Programmable Manually Powered Microfluidics for Rapid Point-of-Care Diagnosis of Urinary Tract Infection

化学 泌尿系统 微流控 注意事项 纳米技术 检测点注意事项 内科学 免疫学 病理 医学 生物 材料科学
作者
Longyu Yi,Yuqi Liu,Chao Wan,Shunji Li,Mengfan Zhou,Fukang Qi,Han Xie,Xin Wang,Yan‐Kuin Su,Wei Du,Xiaojun Feng,Yiwei Li,Bi‐Feng Liu,Peng Chen
出处
期刊:Analytical Chemistry [American Chemical Society]
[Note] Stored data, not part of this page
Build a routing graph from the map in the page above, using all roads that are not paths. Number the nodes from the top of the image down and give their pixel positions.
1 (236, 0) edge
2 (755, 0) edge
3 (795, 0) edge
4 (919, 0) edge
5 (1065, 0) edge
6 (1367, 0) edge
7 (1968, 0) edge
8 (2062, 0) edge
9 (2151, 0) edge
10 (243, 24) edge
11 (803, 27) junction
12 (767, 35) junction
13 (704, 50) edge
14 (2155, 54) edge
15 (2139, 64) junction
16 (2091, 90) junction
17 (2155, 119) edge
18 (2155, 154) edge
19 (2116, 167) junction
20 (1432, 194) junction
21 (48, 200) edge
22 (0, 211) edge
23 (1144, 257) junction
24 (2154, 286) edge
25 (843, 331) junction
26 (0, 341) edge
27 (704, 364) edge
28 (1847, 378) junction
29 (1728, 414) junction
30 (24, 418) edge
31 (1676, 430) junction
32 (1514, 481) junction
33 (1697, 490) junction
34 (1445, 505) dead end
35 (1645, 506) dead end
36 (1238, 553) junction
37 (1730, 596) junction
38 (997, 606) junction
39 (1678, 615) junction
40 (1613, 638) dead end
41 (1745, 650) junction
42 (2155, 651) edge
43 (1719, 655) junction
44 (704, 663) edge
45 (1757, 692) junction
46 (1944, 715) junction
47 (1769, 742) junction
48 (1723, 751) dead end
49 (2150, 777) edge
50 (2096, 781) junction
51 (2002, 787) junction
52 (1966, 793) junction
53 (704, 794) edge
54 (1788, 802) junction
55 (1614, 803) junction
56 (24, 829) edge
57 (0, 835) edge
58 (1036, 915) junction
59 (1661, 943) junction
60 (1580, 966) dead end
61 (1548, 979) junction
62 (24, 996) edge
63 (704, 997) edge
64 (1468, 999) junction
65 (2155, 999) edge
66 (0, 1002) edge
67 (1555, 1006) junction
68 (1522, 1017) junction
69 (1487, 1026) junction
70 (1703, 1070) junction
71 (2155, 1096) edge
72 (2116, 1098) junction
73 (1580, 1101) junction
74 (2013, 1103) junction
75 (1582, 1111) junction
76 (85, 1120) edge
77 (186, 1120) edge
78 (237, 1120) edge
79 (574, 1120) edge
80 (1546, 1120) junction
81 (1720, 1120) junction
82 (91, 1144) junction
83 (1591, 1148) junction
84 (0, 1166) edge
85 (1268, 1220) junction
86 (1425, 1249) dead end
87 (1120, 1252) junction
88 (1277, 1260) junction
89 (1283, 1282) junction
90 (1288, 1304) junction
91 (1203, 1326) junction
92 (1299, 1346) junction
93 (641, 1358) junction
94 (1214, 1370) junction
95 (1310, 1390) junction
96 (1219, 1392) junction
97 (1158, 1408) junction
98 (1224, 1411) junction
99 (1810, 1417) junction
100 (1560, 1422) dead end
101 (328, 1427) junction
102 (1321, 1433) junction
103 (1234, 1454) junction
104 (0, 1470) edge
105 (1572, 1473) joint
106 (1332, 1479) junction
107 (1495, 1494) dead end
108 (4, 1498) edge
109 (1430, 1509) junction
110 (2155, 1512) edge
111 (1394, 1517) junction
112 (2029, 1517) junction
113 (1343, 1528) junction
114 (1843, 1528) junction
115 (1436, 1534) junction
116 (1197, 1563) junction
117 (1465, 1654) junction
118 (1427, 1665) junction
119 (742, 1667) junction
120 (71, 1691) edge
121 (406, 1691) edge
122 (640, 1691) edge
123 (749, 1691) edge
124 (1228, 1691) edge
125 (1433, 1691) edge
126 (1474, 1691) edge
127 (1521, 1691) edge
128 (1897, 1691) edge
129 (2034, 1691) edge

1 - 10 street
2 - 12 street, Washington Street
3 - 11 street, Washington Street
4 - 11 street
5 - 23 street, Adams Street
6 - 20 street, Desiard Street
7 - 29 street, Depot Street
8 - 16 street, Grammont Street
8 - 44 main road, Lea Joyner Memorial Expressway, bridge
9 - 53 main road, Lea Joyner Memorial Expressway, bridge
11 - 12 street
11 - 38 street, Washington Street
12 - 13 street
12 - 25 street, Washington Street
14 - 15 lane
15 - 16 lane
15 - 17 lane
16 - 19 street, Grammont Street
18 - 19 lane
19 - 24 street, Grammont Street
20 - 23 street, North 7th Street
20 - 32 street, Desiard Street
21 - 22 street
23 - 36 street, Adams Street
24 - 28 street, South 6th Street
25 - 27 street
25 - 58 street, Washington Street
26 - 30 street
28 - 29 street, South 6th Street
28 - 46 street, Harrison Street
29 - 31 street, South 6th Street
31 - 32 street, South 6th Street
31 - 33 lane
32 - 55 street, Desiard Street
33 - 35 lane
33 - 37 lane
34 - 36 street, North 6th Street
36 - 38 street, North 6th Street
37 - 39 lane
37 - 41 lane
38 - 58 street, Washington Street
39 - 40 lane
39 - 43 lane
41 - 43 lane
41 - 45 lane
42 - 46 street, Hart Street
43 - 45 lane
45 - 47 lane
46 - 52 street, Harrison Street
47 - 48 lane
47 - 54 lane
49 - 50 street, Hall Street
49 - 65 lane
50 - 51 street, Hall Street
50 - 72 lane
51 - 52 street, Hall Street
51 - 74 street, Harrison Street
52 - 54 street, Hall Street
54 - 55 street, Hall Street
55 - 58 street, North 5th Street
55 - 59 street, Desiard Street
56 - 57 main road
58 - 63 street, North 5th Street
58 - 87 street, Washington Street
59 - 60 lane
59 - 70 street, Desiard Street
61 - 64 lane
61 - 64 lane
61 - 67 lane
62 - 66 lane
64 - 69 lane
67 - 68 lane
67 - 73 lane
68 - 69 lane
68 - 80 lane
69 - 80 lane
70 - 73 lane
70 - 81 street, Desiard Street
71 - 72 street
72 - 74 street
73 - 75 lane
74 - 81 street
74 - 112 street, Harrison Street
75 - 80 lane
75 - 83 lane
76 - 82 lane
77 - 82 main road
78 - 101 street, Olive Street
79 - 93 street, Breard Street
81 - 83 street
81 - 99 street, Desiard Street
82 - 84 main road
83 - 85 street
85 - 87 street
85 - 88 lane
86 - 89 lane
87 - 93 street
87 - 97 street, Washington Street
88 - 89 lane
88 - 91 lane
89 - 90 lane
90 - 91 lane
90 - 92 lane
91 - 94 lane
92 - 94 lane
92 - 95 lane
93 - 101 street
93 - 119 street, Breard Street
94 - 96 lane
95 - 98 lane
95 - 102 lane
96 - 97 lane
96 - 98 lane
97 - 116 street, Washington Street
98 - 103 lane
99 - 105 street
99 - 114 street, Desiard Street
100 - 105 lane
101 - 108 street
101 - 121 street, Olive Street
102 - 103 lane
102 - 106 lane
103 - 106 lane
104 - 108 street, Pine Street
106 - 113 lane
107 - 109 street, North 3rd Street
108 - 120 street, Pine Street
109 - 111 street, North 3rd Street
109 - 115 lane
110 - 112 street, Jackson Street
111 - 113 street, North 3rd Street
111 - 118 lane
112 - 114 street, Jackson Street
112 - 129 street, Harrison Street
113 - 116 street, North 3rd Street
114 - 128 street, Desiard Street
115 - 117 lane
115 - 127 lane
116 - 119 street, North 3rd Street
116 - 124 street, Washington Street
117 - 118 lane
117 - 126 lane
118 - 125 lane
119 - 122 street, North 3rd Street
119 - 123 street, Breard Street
卷期号:97 (17): 9480-9491 被引量:3
标识
DOI:10.1021/acs.analchem.5c00847
摘要

Point-of-care testing (POCT) for urinary tract infection (UTI) holds significant importance in the field of disease prevention and control, as well as the advancement of personalized precision medicine. However, conventional methods for detecting UTIs continue to face challenges such as time-consuming and labor-intensive detection processes, and reliance on specialized equipment and personnel rendering them unsuitable for point-of-care applications, especially in resource-limited areas. Here, we propose a novel flexible programmable manually powered microfluidic (FPM) for rapid point-of-care diagnosis of UTIs. For the first time, the proposed FPMs was achieved through a combined strategy of laser printing, cutting, and laminating, with the entire process completed in under 15 min at a cost of less than $0.5, which effectively circumvent the traditionally time-consuming and labor-intensive soft lithography techniques. By incorporating a modular structure-based design concept, we successfully developed various types of portable FPMs with functionalities including parallel pumping, simultaneous releasing, quantitative dispensing, sequential releasing, cyclic motion of multiple liquids and concentration gradient generating. As a proof-of-concept demonstration, we initially employed a high-throughput parallel dispensing design to analyze six urinary biochemical markers within 1 min, presenting potential applicability for future at-home testing. We then integrated a manually powered concentration gradient generator with spatial confinement signal enhancement to enable rapid phenotypic antimicrobial susceptibility testing (AST) within three to 5 h, while achieving clinical diagnostic accuracy rates of up to 95.56%. Therefore, our proposed FPMs eliminate the need for external pumps or actuators and could serve as an affordable hand-held POCT tool for UTI diagnosis. Moreover, in resource-poor areas, they have potential utility as robust POCT devices addressing diverse rapid detection needs.